Now Chocolate Jesus is back, reports Newsday:
The life-sized sculpture will be included as part of the "Chocolate Saints, Sweet Jesus" show at the Proposition Gallery in Chelsea timed to coincide with All Saints Day on Nov. 1. The show also will feature eight chocolate sculptures of Catholic saints.
What's bringing the outrage this time? The invitation to the party:
The art space is expected to mail invitations next week featuring a "scratch n' sniff" on the breasts of a likeness of the Virgin Mary.
Oy. But there's a twist here. Actually, two. The first is that the Catholic League is not protesting this time:
The league, [a spokesperson] said, would not protest this exhibit because "it's going to be limited to galleries and people who expect and like that sort of thing. We don't approve of it, but it's a far cry from what we had last spring," with such a public display [timed for the Easter holiday].
The second twist? The artist says that he means no disrespect to the Son of Man (plain or peanut), except maybe to the makers of Hershey's:
Cosimo Cavallaro, the Canadian-born artist, did not want to reveal where the sculpture has been stored because of threats, said it had to be repaired after mice gnawed at its fingers, toes, and nose.
He also insisted he's not trying to be sensational.
"As an artist I try to be honest with myself," he said. "When I wake up in the morning everything relates to food. I accepted the world of food and ever since then I've been a lot freer."
He also hopes that portraying an anatomically-correct, chocolate Jesus calls people's attention to the fragility of life and the lived experience of Christ.
"Depictions of Jesus in plastic or wood are what I find offensive," he said. "With my work, you don't want it to melt, so you have to be more aware of the time you have with it. It's more alive."

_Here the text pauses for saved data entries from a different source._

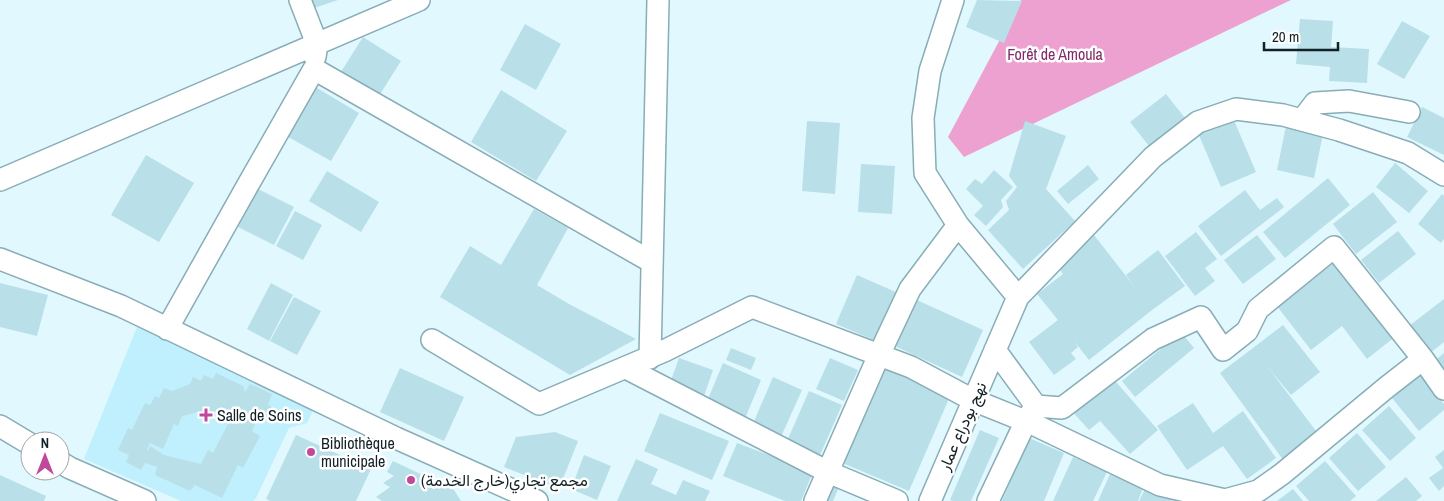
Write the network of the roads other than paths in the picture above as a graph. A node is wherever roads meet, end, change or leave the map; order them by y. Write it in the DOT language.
graph roads {
  1 [pos="300,0"];
  2 [pos="419,0"];
  3 [pos="658,0"];
  4 [pos="953,0"];
  5 [pos="317,44"];
  6 [pos="314,69"];
  7 [pos="1409,112"];
  8 [pos="1302,120"];
  9 [pos="1444,174"];
  10 [pos="0,180"];
  11 [pos="958,225"];
  12 [pos="0,259"];
  13 [pos="652,262"];
  14 [pos="1018,297"];
  15 [pos="167,329"];
  16 [pos="432,340"];
  17 [pos="995,350"];
  18 [pos="879,355"];
  19 [pos="650,358"];
  20 [pos="1423,359"];
  21 [pos="626,368"];
  22 [pos="1444,389"];
  23 [pos="974,400"];
  24 [pos="1031,413"];
  25 [pos="0,426"];
  26 [pos="20,438"];
  27 [pos="70,468"];
  28 [pos="828,472"];
  29 [pos="145,501"];
  30 [pos="537,501"];
  31 [pos="815,501"];
  32 [pos="897,501"];
  33 [pos="930,501"];
  34 [pos="988,501"];
  1 -- 5 [label="street"];
  2 -- 5 [label="street"];
  3 -- 13 [label="street"];
  4 -- 11 [label="street"];
  5 -- 6 [label="street"];
  5 -- 10 [label="street"];
  6 -- 13 [label="street"];
  6 -- 15 [label="street"];
  7 -- 8 [label="street"];
  8 -- 9 [label="street"];
  8 -- 14 [label="street"];
  11 -- 14 [label="street"];
  11 -- 18 [label="street"];
  12 -- 15 [label="street"];
  13 -- 19 [label="street"];
  14 -- 17 [label="street, نهج بودراع عمار"];
  15 -- 30 [label="street"];
  16 -- 21 [label="street"];
  17 -- 23 [label="street, نهج بودراع عمار"];
  17 -- 24 [label="street"];
  18 -- 19 [label="street"];
  18 -- 23 [label="street"];
  18 -- 28 [label="street"];
  19 -- 21 [label="street"];
  20 -- 22 [label="street"];
  20 -- 24 [label="street"];
  20 -- 24 [label="street"];
  21 -- 28 [label="street"];
  23 -- 24 [label="street"];
  23 -- 33 [label="street, نهج بودراع عمار"];
  24 -- 34 [label="street"];
  25 -- 26 [label="street"];
  27 -- 29 [label="street"];
  28 -- 31 [label="street"];
  28 -- 32 [label="street"];
}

So what's more annoying than objets d'art whose only possible function is to piss off the likes of Bill Donohue? Artists who insist that no, really, I don't mean disrespect when the only possible reason to look at something is because of its self-evidently disrespectful nature.
Back in the day at Suck, I plumbed the depths of this bogus stance as it related to Kevin Smith and Dogma, Chris Ofili's dung-clad Virgin Mary, and a few other examples that seem kind of besides the point in an America where the bestseller list seems positvely dominated by God Is a Douche-type titles.
More to the point, Chocolate Jesus-type stunts seem especially pointless and trivial in the wake of the murder of Theo van Gogh, the Danish cartoon controversy, and other moments where self-expression is fully under attack. I'm glad that we live in a world where Chocolate Jesus can exist and even the Catholic League won't attack it' I'll defend to my deatht the right of nimrods to think they are tweaking the booboisie. But the silliness of it and the pretensions of the artist are at least a venial sin.